• Task description
Repeat the listing that comes next, leaving nothing out and changing nothing.

• Source data
# # # #
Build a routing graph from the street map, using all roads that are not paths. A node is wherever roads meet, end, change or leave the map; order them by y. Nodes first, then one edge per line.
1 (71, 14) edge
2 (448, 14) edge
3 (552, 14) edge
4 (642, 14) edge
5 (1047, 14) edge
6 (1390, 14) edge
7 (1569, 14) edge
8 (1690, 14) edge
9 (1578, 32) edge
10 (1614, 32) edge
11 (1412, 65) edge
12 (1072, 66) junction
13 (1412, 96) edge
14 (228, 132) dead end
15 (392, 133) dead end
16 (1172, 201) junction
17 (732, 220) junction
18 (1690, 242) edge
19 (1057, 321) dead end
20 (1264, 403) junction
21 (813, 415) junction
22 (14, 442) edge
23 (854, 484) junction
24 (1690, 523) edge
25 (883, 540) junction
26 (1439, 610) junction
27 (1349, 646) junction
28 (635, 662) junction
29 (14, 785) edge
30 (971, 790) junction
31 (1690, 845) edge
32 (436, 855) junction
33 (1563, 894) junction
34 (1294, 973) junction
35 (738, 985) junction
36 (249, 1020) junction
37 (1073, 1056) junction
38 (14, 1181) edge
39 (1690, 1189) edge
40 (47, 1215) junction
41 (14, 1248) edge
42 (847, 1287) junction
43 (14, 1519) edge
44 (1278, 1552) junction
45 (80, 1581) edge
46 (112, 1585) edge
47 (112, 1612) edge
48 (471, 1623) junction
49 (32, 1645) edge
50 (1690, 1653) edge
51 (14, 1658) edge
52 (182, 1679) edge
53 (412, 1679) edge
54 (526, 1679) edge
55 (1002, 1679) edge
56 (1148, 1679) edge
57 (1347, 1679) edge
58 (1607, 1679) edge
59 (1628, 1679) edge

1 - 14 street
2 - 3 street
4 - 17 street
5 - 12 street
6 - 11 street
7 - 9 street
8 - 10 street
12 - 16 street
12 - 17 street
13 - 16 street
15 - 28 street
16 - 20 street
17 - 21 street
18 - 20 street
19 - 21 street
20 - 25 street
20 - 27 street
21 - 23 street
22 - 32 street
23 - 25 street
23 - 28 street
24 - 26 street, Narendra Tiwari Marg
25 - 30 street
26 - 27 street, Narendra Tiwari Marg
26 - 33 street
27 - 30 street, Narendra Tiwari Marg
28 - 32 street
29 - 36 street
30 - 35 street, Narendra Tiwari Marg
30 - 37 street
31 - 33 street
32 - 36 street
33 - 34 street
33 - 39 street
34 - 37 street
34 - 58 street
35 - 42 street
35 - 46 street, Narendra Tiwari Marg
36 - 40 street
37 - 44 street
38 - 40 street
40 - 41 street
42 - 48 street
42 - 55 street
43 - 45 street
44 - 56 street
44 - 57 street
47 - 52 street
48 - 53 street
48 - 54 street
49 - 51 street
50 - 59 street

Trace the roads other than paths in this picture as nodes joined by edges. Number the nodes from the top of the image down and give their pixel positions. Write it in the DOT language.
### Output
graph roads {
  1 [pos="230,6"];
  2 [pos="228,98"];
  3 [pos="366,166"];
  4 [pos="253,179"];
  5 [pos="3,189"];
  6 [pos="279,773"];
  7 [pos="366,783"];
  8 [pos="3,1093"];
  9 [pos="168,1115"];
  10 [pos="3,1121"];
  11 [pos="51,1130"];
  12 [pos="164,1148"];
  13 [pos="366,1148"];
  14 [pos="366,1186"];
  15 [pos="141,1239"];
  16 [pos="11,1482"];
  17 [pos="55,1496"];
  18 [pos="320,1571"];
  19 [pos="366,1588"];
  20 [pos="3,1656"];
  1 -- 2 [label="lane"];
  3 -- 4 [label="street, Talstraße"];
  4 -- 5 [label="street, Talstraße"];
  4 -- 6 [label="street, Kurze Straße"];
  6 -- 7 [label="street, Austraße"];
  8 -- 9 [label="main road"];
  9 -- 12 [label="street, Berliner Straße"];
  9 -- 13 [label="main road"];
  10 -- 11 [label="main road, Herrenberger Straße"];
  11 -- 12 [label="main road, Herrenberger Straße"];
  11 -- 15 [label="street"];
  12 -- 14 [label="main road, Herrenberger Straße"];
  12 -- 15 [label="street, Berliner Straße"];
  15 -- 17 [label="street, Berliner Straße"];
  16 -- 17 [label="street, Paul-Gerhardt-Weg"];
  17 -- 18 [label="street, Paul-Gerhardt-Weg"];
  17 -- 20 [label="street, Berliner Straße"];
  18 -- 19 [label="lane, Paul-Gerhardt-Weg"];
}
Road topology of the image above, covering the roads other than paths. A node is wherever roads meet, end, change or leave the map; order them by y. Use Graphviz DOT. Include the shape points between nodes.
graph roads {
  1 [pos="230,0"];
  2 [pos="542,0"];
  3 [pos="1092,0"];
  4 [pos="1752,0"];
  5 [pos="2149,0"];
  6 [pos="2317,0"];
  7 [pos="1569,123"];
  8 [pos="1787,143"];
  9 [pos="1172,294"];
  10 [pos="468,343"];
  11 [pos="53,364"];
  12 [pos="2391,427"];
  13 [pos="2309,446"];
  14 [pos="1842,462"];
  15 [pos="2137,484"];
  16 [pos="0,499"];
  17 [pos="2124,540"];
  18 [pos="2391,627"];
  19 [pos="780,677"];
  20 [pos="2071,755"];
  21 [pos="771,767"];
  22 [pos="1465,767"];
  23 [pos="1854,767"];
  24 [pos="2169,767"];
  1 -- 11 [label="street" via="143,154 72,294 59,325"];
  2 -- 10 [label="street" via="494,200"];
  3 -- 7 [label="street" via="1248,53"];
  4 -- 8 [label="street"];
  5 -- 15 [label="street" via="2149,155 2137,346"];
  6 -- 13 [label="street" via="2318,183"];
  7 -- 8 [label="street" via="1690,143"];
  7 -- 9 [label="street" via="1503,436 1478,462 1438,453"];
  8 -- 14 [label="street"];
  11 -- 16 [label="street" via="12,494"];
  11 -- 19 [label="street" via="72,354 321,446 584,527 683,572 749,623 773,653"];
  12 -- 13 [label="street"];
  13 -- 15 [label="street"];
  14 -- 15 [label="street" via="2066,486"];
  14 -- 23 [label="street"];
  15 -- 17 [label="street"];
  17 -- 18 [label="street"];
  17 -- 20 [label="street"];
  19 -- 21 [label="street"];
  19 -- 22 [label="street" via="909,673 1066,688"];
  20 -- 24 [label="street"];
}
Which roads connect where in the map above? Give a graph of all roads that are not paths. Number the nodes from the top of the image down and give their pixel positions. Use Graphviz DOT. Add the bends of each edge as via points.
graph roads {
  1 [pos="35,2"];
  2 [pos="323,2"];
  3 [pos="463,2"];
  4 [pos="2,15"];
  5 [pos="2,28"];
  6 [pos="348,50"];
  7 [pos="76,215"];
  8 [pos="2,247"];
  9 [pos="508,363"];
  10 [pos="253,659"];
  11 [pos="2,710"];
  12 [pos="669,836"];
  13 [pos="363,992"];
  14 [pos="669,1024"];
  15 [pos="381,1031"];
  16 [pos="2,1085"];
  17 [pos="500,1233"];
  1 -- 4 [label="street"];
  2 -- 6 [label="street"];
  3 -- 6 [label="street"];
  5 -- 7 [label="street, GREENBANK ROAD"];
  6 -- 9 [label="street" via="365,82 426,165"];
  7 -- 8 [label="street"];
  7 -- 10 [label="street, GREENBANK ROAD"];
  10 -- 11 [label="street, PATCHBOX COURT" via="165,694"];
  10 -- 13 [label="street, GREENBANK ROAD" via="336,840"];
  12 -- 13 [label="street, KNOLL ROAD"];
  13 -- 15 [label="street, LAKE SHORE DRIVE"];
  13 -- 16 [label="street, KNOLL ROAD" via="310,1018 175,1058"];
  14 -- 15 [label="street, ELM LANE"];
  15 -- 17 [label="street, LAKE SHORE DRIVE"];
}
# # # #
• Answer space
Build a routing graph from the street map, using all roads that are not paths. A node is wherever roads meet, end, change or leave the map; order them by y. Nodes first, then one edge per line.
1 (71, 14) edge
2 (448, 14) edge
3 (552, 14) edge
4 (642, 14) edge
5 (1047, 14) edge
6 (1390, 14) edge
7 (1569, 14) edge
8 (1690, 14) edge
9 (1578, 32) edge
10 (1614, 32) edge
11 (1412, 65) edge
12 (1072, 66) junction
13 (1412, 96) edge
14 (228, 132) dead end
15 (392, 133) dead end
16 (1172, 201) junction
17 (732, 220) junction
18 (1690, 242) edge
19 (1057, 321) dead end
20 (1264, 403) junction
21 (813, 415) junction
22 (14, 442) edge
23 (854, 484) junction
24 (1690, 523) edge
25 (883, 540) junction
26 (1439, 610) junction
27 (1349, 646) junction
28 (635, 662) junction
29 (14, 785) edge
30 (971, 790) junction
31 (1690, 845) edge
32 (436, 855) junction
33 (1563, 894) junction
34 (1294, 973) junction
35 (738, 985) junction
36 (249, 1020) junction
37 (1073, 1056) junction
38 (14, 1181) edge
39 (1690, 1189) edge
40 (47, 1215) junction
41 (14, 1248) edge
42 (847, 1287) junction
43 (14, 1519) edge
44 (1278, 1552) junction
45 (80, 1581) edge
46 (112, 1585) edge
47 (112, 1612) edge
48 (471, 1623) junction
49 (32, 1645) edge
50 (1690, 1653) edge
51 (14, 1658) edge
52 (182, 1679) edge
53 (412, 1679) edge
54 (526, 1679) edge
55 (1002, 1679) edge
56 (1148, 1679) edge
57 (1347, 1679) edge
58 (1607, 1679) edge
59 (1628, 1679) edge

1 - 14 street
2 - 3 street
4 - 17 street
5 - 12 street
6 - 11 street
7 - 9 street
8 - 10 street
12 - 16 street
12 - 17 street
13 - 16 street
15 - 28 street
16 - 20 street
17 - 21 street
18 - 20 street
19 - 21 street
20 - 25 street
20 - 27 street
21 - 23 street
22 - 32 street
23 - 25 street
23 - 28 street
24 - 26 street, Narendra Tiwari Marg
25 - 30 street
26 - 27 street, Narendra Tiwari Marg
26 - 33 street
27 - 30 street, Narendra Tiwari Marg
28 - 32 street
29 - 36 street
30 - 35 street, Narendra Tiwari Marg
30 - 37 street
31 - 33 street
32 - 36 street
33 - 34 street
33 - 39 street
34 - 37 street
34 - 58 street
35 - 42 street
35 - 46 street, Narendra Tiwari Marg
36 - 40 street
37 - 44 street
38 - 40 street
40 - 41 street
42 - 48 street
42 - 55 street
43 - 45 street
44 - 56 street
44 - 57 street
47 - 52 street
48 - 53 street
48 - 54 street
49 - 51 street
50 - 59 street

Trace the roads other than paths in this picture as nodes joined by edges. Number the nodes from the top of the image down and give their pixel positions. Write it in the DOT language.
### Output
graph roads {
  1 [pos="230,6"];
  2 [pos="228,98"];
  3 [pos="366,166"];
  4 [pos="253,179"];
  5 [pos="3,189"];
  6 [pos="279,773"];
  7 [pos="366,783"];
  8 [pos="3,1093"];
  9 [pos="168,1115"];
  10 [pos="3,1121"];
  11 [pos="51,1130"];
  12 [pos="164,1148"];
  13 [pos="366,1148"];
  14 [pos="366,1186"];
  15 [pos="141,1239"];
  16 [pos="11,1482"];
  17 [pos="55,1496"];
  18 [pos="320,1571"];
  19 [pos="366,1588"];
  20 [pos="3,1656"];
  1 -- 2 [label="lane"];
  3 -- 4 [label="street, Talstraße"];
  4 -- 5 [label="street, Talstraße"];
  4 -- 6 [label="street, Kurze Straße"];
  6 -- 7 [label="street, Austraße"];
  8 -- 9 [label="main road"];
  9 -- 12 [label="street, Berliner Straße"];
  9 -- 13 [label="main road"];
  10 -- 11 [label="main road, Herrenberger Straße"];
  11 -- 12 [label="main road, Herrenberger Straße"];
  11 -- 15 [label="street"];
  12 -- 14 [label="main road, Herrenberger Straße"];
  12 -- 15 [label="street, Berliner Straße"];
  15 -- 17 [label="street, Berliner Straße"];
  16 -- 17 [label="street, Paul-Gerhardt-Weg"];
  17 -- 18 [label="street, Paul-Gerhardt-Weg"];
  17 -- 20 [label="street, Berliner Straße"];
  18 -- 19 [label="lane, Paul-Gerhardt-Weg"];
}
Road topology of the image above, covering the roads other than paths. A node is wherever roads meet, end, change or leave the map; order them by y. Use Graphviz DOT. Include the shape points between nodes.
graph roads {
  1 [pos="230,0"];
  2 [pos="542,0"];
  3 [pos="1092,0"];
  4 [pos="1752,0"];
  5 [pos="2149,0"];
  6 [pos="2317,0"];
  7 [pos="1569,123"];
  8 [pos="1787,143"];
  9 [pos="1172,294"];
  10 [pos="468,343"];
  11 [pos="53,364"];
  12 [pos="2391,427"];
  13 [pos="2309,446"];
  14 [pos="1842,462"];
  15 [pos="2137,484"];
  16 [pos="0,499"];
  17 [pos="2124,540"];
  18 [pos="2391,627"];
  19 [pos="780,677"];
  20 [pos="2071,755"];
  21 [pos="771,767"];
  22 [pos="1465,767"];
  23 [pos="1854,767"];
  24 [pos="2169,767"];
  1 -- 11 [label="street" via="143,154 72,294 59,325"];
  2 -- 10 [label="street" via="494,200"];
  3 -- 7 [label="street" via="1248,53"];
  4 -- 8 [label="street"];
  5 -- 15 [label="street" via="2149,155 2137,346"];
  6 -- 13 [label="street" via="2318,183"];
  7 -- 8 [label="street" via="1690,143"];
  7 -- 9 [label="street" via="1503,436 1478,462 1438,453"];
  8 -- 14 [label="street"];
  11 -- 16 [label="street" via="12,494"];
  11 -- 19 [label="street" via="72,354 321,446 584,527 683,572 749,623 773,653"];
  12 -- 13 [label="street"];
  13 -- 15 [label="street"];
  14 -- 15 [label="street" via="2066,486"];
  14 -- 23 [label="street"];
  15 -- 17 [label="street"];
  17 -- 18 [label="street"];
  17 -- 20 [label="street"];
  19 -- 21 [label="street"];
  19 -- 22 [label="street" via="909,673 1066,688"];
  20 -- 24 [label="street"];
}
Which roads connect where in the map above? Give a graph of all roads that are not paths. Number the nodes from the top of the image down and give their pixel positions. Use Graphviz DOT. Add the bends of each edge as via points.
graph roads {
  1 [pos="35,2"];
  2 [pos="323,2"];
  3 [pos="463,2"];
  4 [pos="2,15"];
  5 [pos="2,28"];
  6 [pos="348,50"];
  7 [pos="76,215"];
  8 [pos="2,247"];
  9 [pos="508,363"];
  10 [pos="253,659"];
  11 [pos="2,710"];
  12 [pos="669,836"];
  13 [pos="363,992"];
  14 [pos="669,1024"];
  15 [pos="381,1031"];
  16 [pos="2,1085"];
  17 [pos="500,1233"];
  1 -- 4 [label="street"];
  2 -- 6 [label="street"];
  3 -- 6 [label="street"];
  5 -- 7 [label="street, GREENBANK ROAD"];
  6 -- 9 [label="street" via="365,82 426,165"];
  7 -- 8 [label="street"];
  7 -- 10 [label="street, GREENBANK ROAD"];
  10 -- 11 [label="street, PATCHBOX COURT" via="165,694"];
  10 -- 13 [label="street, GREENBANK ROAD" via="336,840"];
  12 -- 13 [label="street, KNOLL ROAD"];
  13 -- 15 [label="street, LAKE SHORE DRIVE"];
  13 -- 16 [label="street, KNOLL ROAD" via="310,1018 175,1058"];
  14 -- 15 [label="street, ELM LANE"];
  15 -- 17 [label="street, LAKE SHORE DRIVE"];
}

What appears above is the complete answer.